Past Exhibition

Light Sensitive: Alternative Photographic Technologies.

Tūrei 18 Mei -
Hātarei 12 Hune

Tuesday 18 May -
Saturday 12 June

2010

Light Sensitive: Alternative Photographic Technologies

Light Sensitive: Alternative Photographic Technologies brings together the work of New Zealand photographers Alan Bekhuis, Joyce Campbell, Ben Cauchi and Darren Glass.

Light Sensitive: Alternative Photographic Technologies brings together the work of New Zealand photographers Alan Bekhuis, Joyce Campbell, Ben Cauchi and Darren Glass.

Working in a range of techniques to produce ambrotypes, daguerreotypes, and home-made pinhole camera images, these photographers are part of a growing international revival of interest in often complex and obsolete photographic technologies from the 19th century.

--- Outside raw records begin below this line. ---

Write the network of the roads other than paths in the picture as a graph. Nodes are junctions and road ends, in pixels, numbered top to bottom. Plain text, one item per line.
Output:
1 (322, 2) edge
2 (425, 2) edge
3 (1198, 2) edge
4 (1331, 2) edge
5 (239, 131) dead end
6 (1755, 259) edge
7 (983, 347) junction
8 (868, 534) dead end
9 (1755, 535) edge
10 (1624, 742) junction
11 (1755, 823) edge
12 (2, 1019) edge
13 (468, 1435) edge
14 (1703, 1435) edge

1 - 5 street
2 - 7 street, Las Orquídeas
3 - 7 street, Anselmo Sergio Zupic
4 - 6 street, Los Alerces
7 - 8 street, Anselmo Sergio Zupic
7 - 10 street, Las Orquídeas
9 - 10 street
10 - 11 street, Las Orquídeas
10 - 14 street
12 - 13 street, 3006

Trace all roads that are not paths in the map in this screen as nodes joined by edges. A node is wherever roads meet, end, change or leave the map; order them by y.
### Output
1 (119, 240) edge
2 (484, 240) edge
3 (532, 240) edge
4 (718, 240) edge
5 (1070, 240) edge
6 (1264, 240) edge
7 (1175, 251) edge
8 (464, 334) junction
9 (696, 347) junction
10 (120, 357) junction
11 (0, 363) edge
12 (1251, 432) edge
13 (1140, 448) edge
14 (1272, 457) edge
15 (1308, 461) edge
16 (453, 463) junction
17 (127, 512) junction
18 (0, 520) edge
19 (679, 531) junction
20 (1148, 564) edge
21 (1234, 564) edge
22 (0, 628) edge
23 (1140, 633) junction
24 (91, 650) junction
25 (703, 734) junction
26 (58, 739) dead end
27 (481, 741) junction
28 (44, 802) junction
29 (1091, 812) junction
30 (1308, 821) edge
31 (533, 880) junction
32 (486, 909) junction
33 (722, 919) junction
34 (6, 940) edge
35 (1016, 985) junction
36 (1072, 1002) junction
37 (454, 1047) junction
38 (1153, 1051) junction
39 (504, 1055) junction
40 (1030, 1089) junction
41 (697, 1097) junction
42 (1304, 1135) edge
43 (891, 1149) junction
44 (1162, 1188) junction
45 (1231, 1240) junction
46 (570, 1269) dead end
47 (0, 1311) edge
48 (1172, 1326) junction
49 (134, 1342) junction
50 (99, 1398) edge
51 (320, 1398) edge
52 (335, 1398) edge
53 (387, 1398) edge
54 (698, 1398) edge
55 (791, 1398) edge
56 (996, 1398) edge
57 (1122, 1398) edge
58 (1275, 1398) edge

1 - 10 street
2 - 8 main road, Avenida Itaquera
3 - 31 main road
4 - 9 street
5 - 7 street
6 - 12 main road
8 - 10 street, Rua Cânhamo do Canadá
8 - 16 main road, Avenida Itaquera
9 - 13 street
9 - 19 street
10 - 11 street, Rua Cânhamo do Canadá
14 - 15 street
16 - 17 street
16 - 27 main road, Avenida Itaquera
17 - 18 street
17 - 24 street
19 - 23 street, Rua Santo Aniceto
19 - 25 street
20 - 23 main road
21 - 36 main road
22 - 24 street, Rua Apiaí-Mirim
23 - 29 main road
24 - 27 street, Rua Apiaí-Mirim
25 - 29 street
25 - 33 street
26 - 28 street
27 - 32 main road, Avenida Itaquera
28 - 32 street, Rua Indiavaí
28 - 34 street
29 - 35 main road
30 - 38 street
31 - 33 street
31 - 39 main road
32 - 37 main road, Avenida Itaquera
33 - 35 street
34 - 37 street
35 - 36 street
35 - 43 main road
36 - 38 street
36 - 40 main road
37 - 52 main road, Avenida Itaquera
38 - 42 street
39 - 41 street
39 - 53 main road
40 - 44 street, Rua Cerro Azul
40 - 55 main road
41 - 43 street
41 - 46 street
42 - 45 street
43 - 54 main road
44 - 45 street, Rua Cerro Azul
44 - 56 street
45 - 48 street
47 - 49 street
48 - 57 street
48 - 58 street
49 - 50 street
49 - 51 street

Curator Chanelle Carrick explains that their approaches reflect reactions to the current dominance of digital imaging processes, exploring themes of the photograph as a technologically produced image or as a tactile image-object associated with commemoration and memory, and traditional links between the medium and concepts of visual truth and evidence.

Presented alongside Anna Perry Fog . These exhibitions converge with a focus on alternative chemical and analogue technologies for the synthetic construction of sensations, whether in the replication of an image or scent. They share too an interest in our proclivity for creating and clinging to those things that hold an ability to trigger our memories.

 

Blue Oyster Discussion Session 11: Tuesday 8 June, 5:30pm

Bring along your old and analogue art making contraptions to the Blue Oyster and mull over with us what it is that fascinates us about older technologies for art making. Is it their potential for chance and surprise? Their more evident causality? Is it nostalgia? Or a neo-Luddite disillusion with new media?

The conversation will be chaired by Dr Jonathan Marshall and we have invited and artists Gary Blackman, Nigel Bunn, Sue Marshall and Edie Stevens to show us their art making gadgets and to tell us about the allure they hold for them.